Filter the data for "edges" and copy matching lines.

• • • •

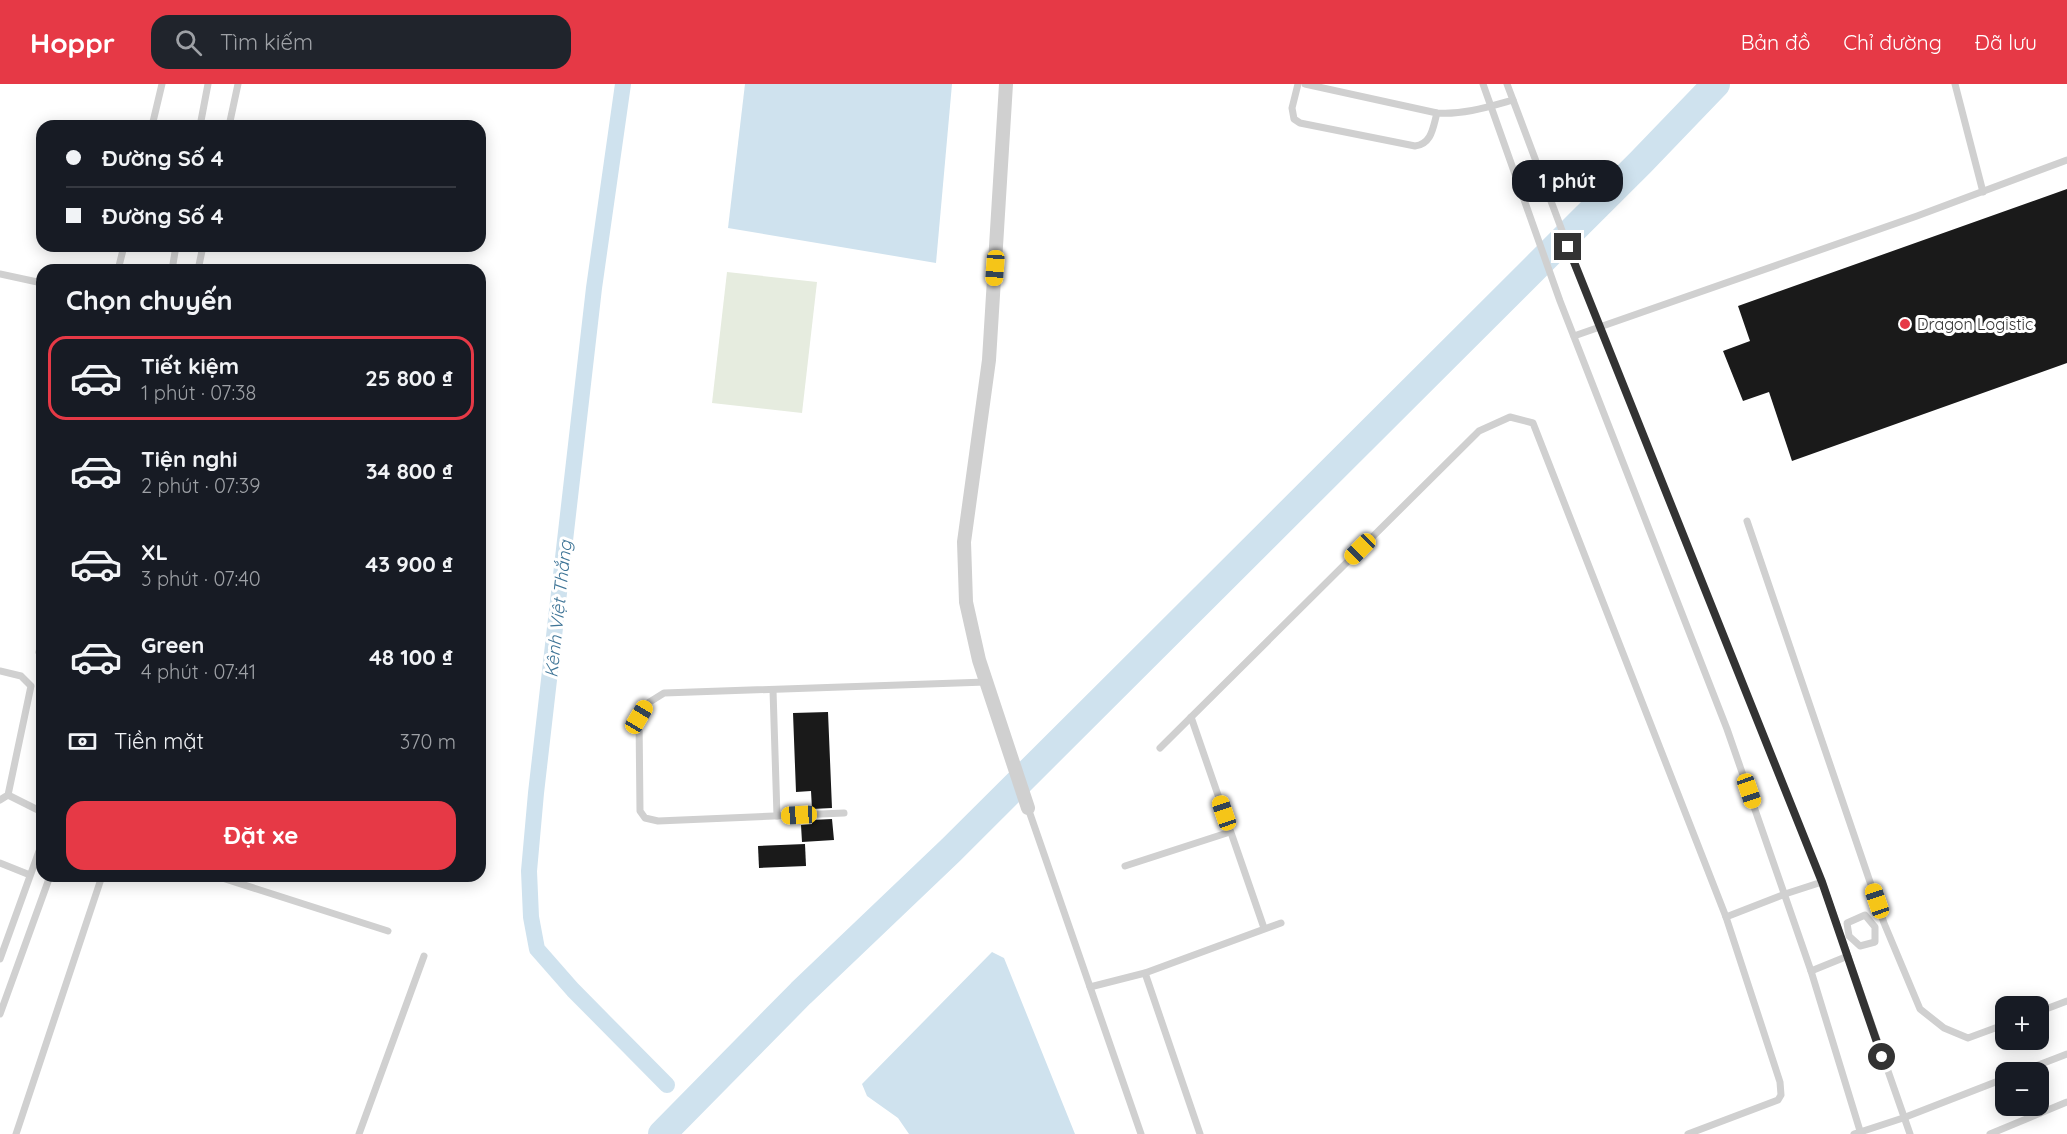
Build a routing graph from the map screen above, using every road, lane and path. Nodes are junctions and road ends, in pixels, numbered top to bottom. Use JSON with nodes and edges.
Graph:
{"nodes":[{"id":1,"x":162,"y":84,"type":"edge"},
{"id":2,"x":208,"y":84,"type":"edge"},
{"id":3,"x":238,"y":84,"type":"edge"},
{"id":4,"x":1006,"y":84,"type":"edge"},
{"id":5,"x":1298,"y":84,"type":"edge"},
{"id":6,"x":1305,"y":84,"type":"edge"},
{"id":7,"x":1483,"y":84,"type":"edge"},
{"id":8,"x":1507,"y":84,"type":"edge"},
{"id":9,"x":1955,"y":84,"type":"edge"},
{"id":10,"x":1513,"y":100,"type":"junction"},
{"id":11,"x":1490,"y":106,"type":"junction"},
{"id":12,"x":1437,"y":113,"type":"junction"},
{"id":13,"x":153,"y":120,"type":"edge"},
{"id":14,"x":201,"y":120,"type":"edge"},
{"id":15,"x":230,"y":120,"type":"edge"},
{"id":16,"x":2067,"y":160,"type":"edge"},
{"id":17,"x":1983,"y":192,"type":"junction"},
{"id":18,"x":0,"y":274,"type":"edge"},
{"id":19,"x":36,"y":282,"type":"edge"},
{"id":20,"x":1600,"y":328,"type":"junction"},
{"id":21,"x":1574,"y":336,"type":"junction"},
{"id":22,"x":1747,"y":521,"type":"dead end"},
{"id":23,"x":0,"y":671,"type":"edge"},
{"id":24,"x":986,"y":682,"type":"junction"},
{"id":25,"x":773,"y":690,"type":"junction"},
{"id":26,"x":1191,"y":717,"type":"junction"},
{"id":27,"x":1160,"y":748,"type":"dead end"},
{"id":28,"x":8,"y":795,"type":"junction"},
{"id":29,"x":0,"y":800,"type":"edge"},
{"id":30,"x":1028,"y":808,"type":"joint"},
{"id":31,"x":36,"y":809,"type":"edge"},
{"id":32,"x":844,"y":813,"type":"dead end"},
{"id":33,"x":777,"y":816,"type":"junction"},
{"id":34,"x":1230,"y":832,"type":"junction"},
{"id":35,"x":36,"y":859,"type":"edge"},
{"id":36,"x":0,"y":863,"type":"edge"},
{"id":37,"x":1125,"y":866,"type":"dead end"},
{"id":38,"x":30,"y":875,"type":"junction"},
{"id":39,"x":48,"y":882,"type":"edge"},
{"id":40,"x":100,"y":882,"type":"edge"},
{"id":41,"x":235,"y":882,"type":"edge"},
{"id":42,"x":1822,"y":882,"type":"junction"},
{"id":43,"x":1785,"y":894,"type":"junction"},
{"id":44,"x":1726,"y":917,"type":"junction"},
{"id":45,"x":1281,"y":923,"type":"dead end"},
{"id":46,"x":1884,"y":923,"type":"junction"},
{"id":47,"x":1875,"y":927,"type":"junction"},
{"id":48,"x":1264,"y":928,"type":"junction"},
{"id":49,"x":388,"y":931,"type":"dead end"},
{"id":50,"x":4,"y":936,"type":"edge"},
{"id":51,"x":1845,"y":937,"type":"junction"},
{"id":52,"x":424,"y":956,"type":"dead end"},
{"id":53,"x":1848,"y":956,"type":"junction"},
{"id":54,"x":0,"y":959,"type":"edge"},
{"id":55,"x":1811,"y":970,"type":"junction"},
{"id":56,"x":1146,"y":973,"type":"junction"},
{"id":57,"x":1090,"y":987,"type":"junction"},
{"id":58,"x":2067,"y":1001,"type":"edge"},
{"id":59,"x":2049,"y":1008,"type":"edge"},
{"id":60,"x":0,"y":1014,"type":"edge"},
{"id":61,"x":1995,"y":1028,"type":"edge"},
{"id":62,"x":2067,"y":1054,"type":"edge"},
{"id":63,"x":2046,"y":1062,"type":"edge"},
{"id":64,"x":1995,"y":1082,"type":"edge"},
{"id":65,"x":2067,"y":1102,"type":"edge"},
{"id":66,"x":1903,"y":1118,"type":"junction"},
{"id":67,"x":1858,"y":1133,"type":"edge"},
{"id":68,"x":16,"y":1134,"type":"edge"},
{"id":69,"x":359,"y":1134,"type":"edge"},
{"id":70,"x":1141,"y":1134,"type":"edge"},
{"id":71,"x":1200,"y":1134,"type":"edge"},
{"id":72,"x":1689,"y":1134,"type":"edge"},
{"id":73,"x":1910,"y":1134,"type":"edge"},
{"id":74,"x":1990,"y":1134,"type":"edge"}],
"edges":[{"from":1,"to":13,"type":"lane"},
{"from":2,"to":14,"type":"lane"},
{"from":3,"to":15,"type":"lane"},
{"from":4,"to":24,"type":"street"},
{"from":5,"to":12,"type":"lane"},
{"from":6,"to":12,"type":"lane"},
{"from":7,"to":11,"type":"lane"},
{"from":8,"to":10,"type":"lane"},
{"from":9,"to":17,"type":"lane"},
{"from":10,"to":11,"type":"lane"},
{"from":10,"to":20,"type":"lane"},
{"from":11,"to":12,"type":"lane"},
{"from":11,"to":21,"type":"lane"},
{"from":16,"to":17,"type":"lane"},
{"from":17,"to":20,"type":"lane"},
{"from":18,"to":19,"type":"lane"},
{"from":20,"to":21,"type":"lane"},
{"from":20,"to":42,"type":"lane"},
{"from":21,"to":43,"type":"lane"},
{"from":22,"to":46,"type":"lane"},
{"from":23,"to":28,"type":"lane"},
{"from":24,"to":25,"type":"lane"},
{"from":24,"to":30,"type":"street"},
{"from":25,"to":33,"type":"lane"},
{"from":25,"to":33,"type":"lane"},
{"from":26,"to":27,"type":"lane"},
{"from":26,"to":34,"type":"lane"},
{"from":26,"to":44,"type":"lane"},
{"from":28,"to":29,"type":"lane"},
{"from":28,"to":31,"type":"lane"},
{"from":30,"to":57,"type":"lane"},
{"from":32,"to":33,"type":"lane"},
{"from":34,"to":37,"type":"lane"},
{"from":34,"to":48,"type":"lane"},
{"from":35,"to":38,"type":"lane"},
{"from":36,"to":38,"type":"lane"},
{"from":38,"to":50,"type":"lane"},
{"from":39,"to":60,"type":"lane"},
{"from":40,"to":68,"type":"lane"},
{"from":41,"to":49,"type":"lane"},
{"from":42,"to":43,"type":"lane"},
{"from":42,"to":51,"type":"lane"},
{"from":43,"to":44,"type":"lane"},
{"from":43,"to":55,"type":"lane"},
{"from":44,"to":72,"type":"lane"},
{"from":45,"to":48,"type":"lane"},
{"from":46,"to":47,"type":"lane"},
{"from":46,"to":61,"type":"lane"},
{"from":47,"to":51,"type":"lane"},
{"from":47,"to":51,"type":"lane"},
{"from":48,"to":56,"type":"lane"},
{"from":50,"to":54,"type":"lane"},
{"from":51,"to":53,"type":"lane"},
{"from":52,"to":69,"type":"lane"},
{"from":53,"to":55,"type":"lane"},
{"from":53,"to":66,"type":"lane"},
{"from":55,"to":67,"type":"lane"},
{"from":56,"to":57,"type":"lane"},
{"from":56,"to":71,"type":"lane"},
{"from":57,"to":70,"type":"lane"},
{"from":58,"to":59,"type":"lane"},
{"from":62,"to":63,"type":"lane"},
{"from":64,"to":66,"type":"lane"},
{"from":65,"to":74,"type":"lane"},
{"from":66,"to":67,"type":"lane"},
{"from":66,"to":73,"type":"lane"}]}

• • • •

Output.
Build a routing graph from the map screen above, using every road, lane and path. Nodes are junctions and road ends, in pixels, numbered top to bottom. Use JSON with nodes and edges.
"edges":[{"from":1,"to":13,"type":"lane"},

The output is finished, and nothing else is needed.